Fresh from his success in not lowering the emissions from London taxis, Boris Johnson has topped his achievement by increasing the emissions via a new East End river crossing.
As we saw from this morning’s Boris-cronies post, the London Mayor has a rare talent for ignoring professional advice. When it suits him.
A new tunnel for East London – the Silvertown – is being proposed. But according to Transport for London (TfL)’s own assessment of options for new river crossings in East London, it seems clear that:
1. Not boring Silvertown at all but instead tolling the Blackwall would reduce motorists using it by half. Or
2. Boring Silvertown and tolling both it and Blackwall could be a brilliant solution, if the money’s there. However
3. The worst option would be to go for 2. above but not toll either of them. As the report notes, ‘charging is essential as building the Silvertown Tunnel would not in itself reduce congestion and delays’. Which sort of makes the enquiring mind wonder why the Silvertown project is being considered at all in a time of national fiscal crisis-cum-Armageddon.
Working on the endlessly proven theory that new roadways merely attract yet more traffic, TfL goes on to state, ‘If the new [Silvertown] crossing were not charged, then widespread congestion in the area is forecast, with the crossing resulting in much higher volumes of traffic in the surrounding area”.

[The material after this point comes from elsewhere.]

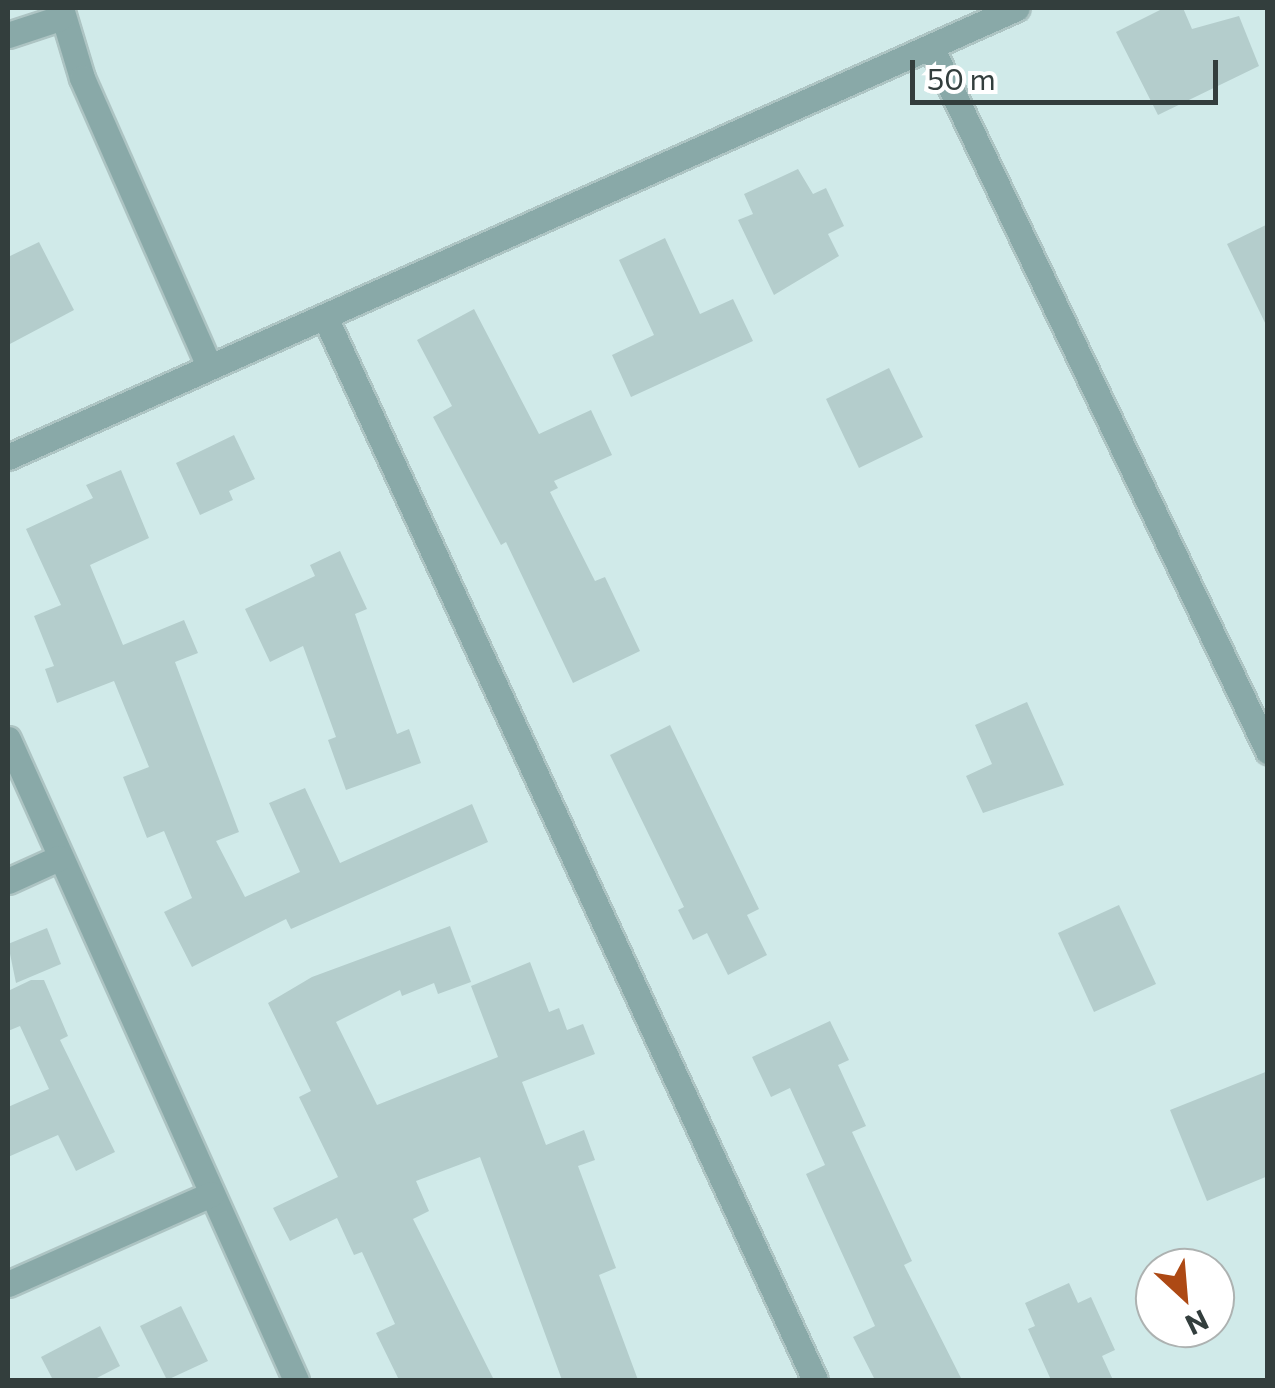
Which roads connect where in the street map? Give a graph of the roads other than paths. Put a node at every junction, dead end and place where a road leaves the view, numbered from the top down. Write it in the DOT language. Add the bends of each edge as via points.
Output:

The option of tolling the Blackwall Tunnel without building a new crossing was included in the ‘options’ paper, but was not put to the public in TfL’s Thames River Crossings consultation. This reflected Boris Johnson’s well-established practice of not putting in options he doesn’t like. It tends to ensure that they thus cease to be options, as such.
But only last October, Johnson promised live on LBC Radio that this would not happen – as this direct quote from the show’s transcipt confirms:
“We’ve got to look at all the options of how to finance it, and it is only sensible that in the consultation which is going on at the moment we should ask people about tolling.”
But it was only sensible. It clearly wasn’t obligatory, because it didn’t happen.
If this approach doesn’t solve the problem of narrowing down the options to one (his) then the BoJo roughshod strategy is employed: so even as the consultation was ongoing about the proposed Silvertown Tunnel until February 2nd 2013, Johnson neutered it by saying – at Mayor’s Question Time in January – that the Silvertown 4-lane road project would go ahead anyway. (In doing so, he was probably also guilty of corrupting it…but don’t dwell on that one too much: nobody will care, and it’ll only annoy you).
It all does make a nonsense of the verb ‘consult’. It should perhaps be replaced by ‘box-ticking’, or ‘through-motions going’. Indeed, local campaigner Alan Haughton observed that “The Mayor has corrupted the consultation. Why would any member of the public now respond when the Mayor has said it is going ahead anyway? Boris Johnsons comments show that the public input into any TfL consultation is irrelevant. The decision has been made. East London residents are being gagged by the Mayor.”
But why doesn’t Boris want to follow the tolls solution? Simples: because he is a shifty, power-mad politician thinking more about his political future than what’s best to reduce traffic and pollution in East London….where he is, of course, very likely to ever live. Tolls simply don’t play well with drivers: BoJo admitted this himself on radio last year, when long before any consultation had been even started, the ethereal Mayor averred that “I certainly won’t be putting in a toll in my Mayoral career… my Mayoral lifetime…”. But you see, when the electorate’s busy, distracted, asleep or drunk, you can just keep on contradicting yourself and fibbing away gaily, because nobody but sad bloggers will notice.
Two things to keep a beady eye on from here: who will get the construction job, and how much will it be over budget in the end. Because let’s face it, we taxpayers are not too keen on paying through the nose to have something that simply isn’t necessary.